Writing a Policy
A hands-on tutorial. By the end of this guide you'll have written, validated, and shipped a four-layer governance stack: a
tools_policyallowlist inharness.md, a hard-block hook on dangerous shell patterns, a path-jail hook, a self-augment guard onmeta.register_tool, and an audit pair that turns every call into a metric.
This guide assumes you finished the Quickstart and at least one of Writing a Tool or Writing a Hook. The conceptual backdrop lives in Governance & Policy — read it first if you want the why; this page is strictly the how.
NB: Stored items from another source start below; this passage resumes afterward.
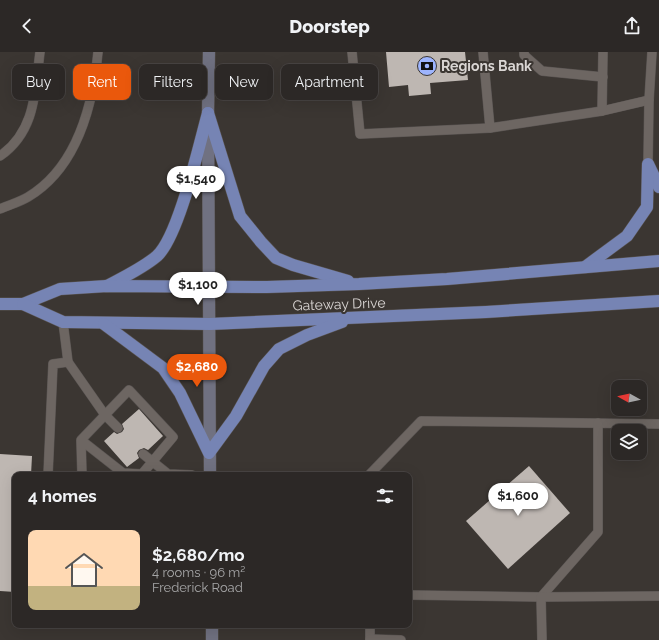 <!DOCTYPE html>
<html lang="en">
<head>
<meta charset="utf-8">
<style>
	body { margin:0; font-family:Raleway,sans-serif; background:#383432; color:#f1f3f6; height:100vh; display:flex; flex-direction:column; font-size:15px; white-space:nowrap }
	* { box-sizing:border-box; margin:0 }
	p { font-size:13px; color:#a6a6a7 }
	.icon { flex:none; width:22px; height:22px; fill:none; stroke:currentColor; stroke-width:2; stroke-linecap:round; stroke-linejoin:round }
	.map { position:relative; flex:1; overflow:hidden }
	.sheet { position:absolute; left:12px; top:420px; width:400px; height:156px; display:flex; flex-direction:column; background:#2c2826; border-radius:8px; box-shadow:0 4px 16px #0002,0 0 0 1px #484443 }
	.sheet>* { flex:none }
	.top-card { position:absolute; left:12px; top:12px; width:400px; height:36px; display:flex; gap:8px }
	.needle { width:26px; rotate:278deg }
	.tools { position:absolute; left:611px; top:328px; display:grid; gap:8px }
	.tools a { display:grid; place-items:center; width:36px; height:36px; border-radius:8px; background:#2c2826; box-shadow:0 4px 16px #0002,0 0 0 1px #484443; font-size:20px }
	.price { position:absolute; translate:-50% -34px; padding:0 9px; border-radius:14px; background:#fff; color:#222; font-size:13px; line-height:26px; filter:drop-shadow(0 1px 2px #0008) }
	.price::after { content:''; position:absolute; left:50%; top:24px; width:12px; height:9px; margin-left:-6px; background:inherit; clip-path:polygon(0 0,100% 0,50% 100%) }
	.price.on { background:#ea580c; color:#fff }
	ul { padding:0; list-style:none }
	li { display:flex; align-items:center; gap:12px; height:100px; padding:0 16px }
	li+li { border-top:1px solid #484443 }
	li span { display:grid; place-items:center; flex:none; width:112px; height:80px; border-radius:8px; color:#555 }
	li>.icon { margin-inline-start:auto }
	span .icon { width:48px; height:48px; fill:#fffc; stroke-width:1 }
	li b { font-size:17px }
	h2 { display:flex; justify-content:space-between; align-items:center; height:48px; padding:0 16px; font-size:17px }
	.tag { padding:0 14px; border-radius:8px; background:#2c2826; box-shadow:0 4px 16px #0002,0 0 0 1px #484443; font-size:14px; line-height:36px }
	.tag.on { background:#ea580c; color:#fff }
	header { display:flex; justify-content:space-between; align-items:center; height:52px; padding:0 16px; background:#2c2826; font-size:18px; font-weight:800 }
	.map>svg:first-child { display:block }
	.building { fill:#beb7b2 }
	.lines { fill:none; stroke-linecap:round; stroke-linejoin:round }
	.service-casing { stroke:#595452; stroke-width:10 }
	.secondary-casing { stroke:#595452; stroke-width:13 }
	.trunk-casing { stroke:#595452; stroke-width:13 }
	.service { stroke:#6d6662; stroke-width:9 }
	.secondary { stroke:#707181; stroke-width:12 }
	.trunk { stroke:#7684b4; stroke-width:12 }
	.labels { text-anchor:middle; stroke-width:4; stroke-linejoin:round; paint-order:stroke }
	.poi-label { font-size:14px; font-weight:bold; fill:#dad6d4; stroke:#3b3632; text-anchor:start }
	.street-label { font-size:14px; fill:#dad6d4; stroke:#3b3632 }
</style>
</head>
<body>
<header><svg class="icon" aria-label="back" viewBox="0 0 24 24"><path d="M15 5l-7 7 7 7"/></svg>Doorstep<svg class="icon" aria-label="share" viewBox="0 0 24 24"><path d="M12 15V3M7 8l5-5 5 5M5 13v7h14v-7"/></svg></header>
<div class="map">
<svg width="659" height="588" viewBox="0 0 659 588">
	<rect width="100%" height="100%" fill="#3b3632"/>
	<!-- building -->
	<g class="building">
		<polygon points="386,0 465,0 468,28 430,31 431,42 409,44 408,33 389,35"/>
		<polygon points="139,357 163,384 148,398 144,396 139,398 137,401 139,406 127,415 104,389 114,380 117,382 122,380 124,377 122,372"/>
		<polygon points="0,402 32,404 31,423 15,423 15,540 0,539"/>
		<polygon points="529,414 570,461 508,517 466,469"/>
	</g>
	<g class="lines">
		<defs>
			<g id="service">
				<polyline points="352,0 360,82 490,76"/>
				<polyline points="483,0 490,76 602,59 649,48"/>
				<polyline points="524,0 524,3 542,19 603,25"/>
				<polyline points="602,59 603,0"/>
				<path d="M0,104C36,79 35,39 40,0"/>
				<polyline points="648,112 649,48 652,0"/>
				<path d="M0,157C9,153 20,150 28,145C78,115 93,53 98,0"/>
				<polyline points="68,310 105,363 118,376"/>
				<polyline points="81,388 123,421 142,422 173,385 129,338 81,388 82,423"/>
				<polyline points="143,402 168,422 192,423"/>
				<polyline points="48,423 53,312 68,310 63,270"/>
				<polyline points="369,423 421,369 659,372"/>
				<polyline points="409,543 541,545 598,480 598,371"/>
				<polyline points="370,573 370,588"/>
				<polyline points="370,587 401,588"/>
				<polyline points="542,588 541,545 659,544"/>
			</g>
			<g id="secondary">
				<polyline points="209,0 208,61 210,423"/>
				<polyline points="212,573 212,588"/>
			</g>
			<g id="trunk">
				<polyline points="208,61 240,164 261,190 276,206 293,213 348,229"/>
				<polyline points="649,114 659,135"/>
				<polyline points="585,215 627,184 647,155 648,112"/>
				<path d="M107,234C124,225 143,216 157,204C179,184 199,93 208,61"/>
				<polyline points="0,252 23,252 60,237 107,234 267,235 359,232 447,227 659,209"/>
				<polyline points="23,252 63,270 210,272 486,260 659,249"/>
				<polyline points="104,272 163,316 180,341 209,401 236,364 264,314 279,297 307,283 342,270"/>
			</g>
		</defs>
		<!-- service casing -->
		<use href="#service" class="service-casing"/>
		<!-- secondary casing -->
		<use href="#secondary" class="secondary-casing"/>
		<!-- trunk casing -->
		<use href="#trunk" class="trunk-casing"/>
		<!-- service -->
		<use href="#service" class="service"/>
		<!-- secondary -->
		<use href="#secondary" class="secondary"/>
		<!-- trunk -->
		<use href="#trunk" class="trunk"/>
	</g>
	<!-- icons -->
	<defs>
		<symbol id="bank-disc" viewBox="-11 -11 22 22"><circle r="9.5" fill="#9db4fd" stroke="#3b3632"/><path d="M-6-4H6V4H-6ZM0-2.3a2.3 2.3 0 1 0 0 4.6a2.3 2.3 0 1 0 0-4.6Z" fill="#111"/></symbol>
	</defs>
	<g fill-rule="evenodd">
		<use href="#bank-disc" x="416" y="3" width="22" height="22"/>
	</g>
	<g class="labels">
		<!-- poi labels -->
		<g class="poi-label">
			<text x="441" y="19">Regions Bank</text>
		</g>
		<!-- street labels -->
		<g class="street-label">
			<text transform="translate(339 252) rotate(-2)" y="5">Gateway Drive</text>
		</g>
	</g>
</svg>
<div class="tools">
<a><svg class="needle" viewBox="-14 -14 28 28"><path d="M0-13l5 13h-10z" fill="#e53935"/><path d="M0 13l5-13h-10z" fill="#a6a6a7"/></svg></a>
<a><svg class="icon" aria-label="layers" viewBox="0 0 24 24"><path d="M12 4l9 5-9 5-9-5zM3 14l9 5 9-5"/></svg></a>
</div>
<b class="price" style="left:196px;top:148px">$1,540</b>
<b class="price" style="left:198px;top:254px">$1,100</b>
<b class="price on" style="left:197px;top:336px">$2,680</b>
<b class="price" style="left:518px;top:465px">$1,600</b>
<div class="top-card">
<a class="tag">Buy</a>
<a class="tag on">Rent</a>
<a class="tag">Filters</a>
<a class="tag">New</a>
<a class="tag">Apartment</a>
</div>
<section class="sheet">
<h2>4 homes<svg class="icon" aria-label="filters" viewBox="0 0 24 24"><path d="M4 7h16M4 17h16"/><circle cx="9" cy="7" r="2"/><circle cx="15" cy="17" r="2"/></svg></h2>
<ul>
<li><span style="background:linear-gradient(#ffd9b3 70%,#c2b280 0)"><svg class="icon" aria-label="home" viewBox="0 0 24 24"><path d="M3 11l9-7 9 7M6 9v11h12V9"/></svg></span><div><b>$2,680/mo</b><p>4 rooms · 96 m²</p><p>Frederick Road</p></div></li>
</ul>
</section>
</div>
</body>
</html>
If you want a finished reference, every artifact built here is shipped
in the governed-agent example. Open
that directory side-by-side and you'll see exactly the same files we
write below.
What "policy" actually is in AI Harness
There is no Policy type. Policy is a composition of two artifact
kinds you've already met:
| Layer | Artifact | What it answers |
|---|---|---|
| 2 | tools_policy: block in harness.md | "Which tools may the agent call at all?" |
| 3 | Hooks in .harness/hooks/ | "Under which conditions may the agent call them?" |
Layer 2 is the registry gate: a YAML block, enforced before the
model even sees a tool list, where deny always beats allow. Layer 3
is the conditional plane: per-call hooks that inspect arguments,
session state, model output, and return allow / block / modify.
Layer 1 (registration) and layer 4 (OS sandboxes) are real and matter,
but they aren't artifacts you "write" — layer 1 is the act of putting
files in .harness/tools/, and layer 4 is systemd / Docker / network
policies. This guide is about the two layers you author as code.
1. Set up
If you don't already have a workspace:
mkdir -p governed-demo && cd governed-demo
harness init .
init scaffolds a minimal harness.md plus a handful of stock tools
(fs.read, fs.list, fs.glob, run_command, web_fetch). That is
exactly the surface this guide governs.
2. Layer 2 — write the tools_policy block
Open harness.md and add the policy section:
# Declarative tool governance.
# allowlist mode: ONLY tools matching a pattern below may be invoked.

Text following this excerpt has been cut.